Closeup of the youthful-looking Stamford Raffles portrait
The original version of this painting was painted by George Francis Joseph (1764-1846) after Raffles returned to England from Java in 1816. This version is a copy by John Adamson.
Founder of London Zoo
Upon his return to England, he made plans to stand for parliament, but this ambition was never realized. Instead, Raffles turned to his other significant interests, botany, and zoology. Raffles was a founder in 1825 and the first president of the Zoological Society of London and the London Zoo.

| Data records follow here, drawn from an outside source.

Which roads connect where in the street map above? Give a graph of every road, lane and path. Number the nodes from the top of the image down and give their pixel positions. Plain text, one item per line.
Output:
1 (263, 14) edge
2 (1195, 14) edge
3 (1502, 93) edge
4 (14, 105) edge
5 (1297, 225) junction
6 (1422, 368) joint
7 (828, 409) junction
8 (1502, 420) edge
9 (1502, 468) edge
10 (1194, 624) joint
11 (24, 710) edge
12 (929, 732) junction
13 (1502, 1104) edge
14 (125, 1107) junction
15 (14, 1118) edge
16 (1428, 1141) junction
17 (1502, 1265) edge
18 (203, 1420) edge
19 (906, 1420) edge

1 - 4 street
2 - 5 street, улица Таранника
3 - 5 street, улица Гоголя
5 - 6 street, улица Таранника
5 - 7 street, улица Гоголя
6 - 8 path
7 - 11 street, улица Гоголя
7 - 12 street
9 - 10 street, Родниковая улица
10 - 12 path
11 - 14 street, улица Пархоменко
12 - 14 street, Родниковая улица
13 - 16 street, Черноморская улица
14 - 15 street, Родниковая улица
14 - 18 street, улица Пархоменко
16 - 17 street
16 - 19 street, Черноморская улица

Meanwhile, he was not granted a government pension, as he expected. Also, Raffles was called on to pay for the losses incurred during his administration in Singapore, which he disputed. Unfortunately, before the issue was resolved, he died of a stroke, a day before his 45th birthday. His death resulted in the value of his final estate being paid to the East India Company to cover his outstanding debt.
Because of his anti-slavery position, he was refused burial inside the local parish church by the vicar, whose family had made its money in Jamaica in the slave trade. When the church was extended in the 1920s, his tomb was incorporated into the expanded building, and a square floor tablet with inscription marks the spot.
The History of Java by T.S. Raffles, (London 1871)
“The Dutch Company, actuated solely by the spirit of gain, and viewing their [Javan] subjects, with less regard or consideration than a West India planter formerly viewed a gang upon his estate, because the latter had paid the purchase money of human property, which the other had not, employed all the existing machinery of despotism to squeeze from the people their utmost mite of contribution, the last dregs of their labor, and thus aggravated the evils of a capricious and semi-barbarous Government, by working it with all the practiced ingenuity of politicians, and all the monopolizing selfishness of traders.”
Sir Thomas Stamford Bingley Raffles
- Title: Sir Thomas Stamford Bingley Raffles
- Artist: John Adamson, after George Francis Joseph
- Date: 1817
- Material: Oil on Canvas
- Dimensions: 55 in; 43 in (1397 mm x 1092 mm)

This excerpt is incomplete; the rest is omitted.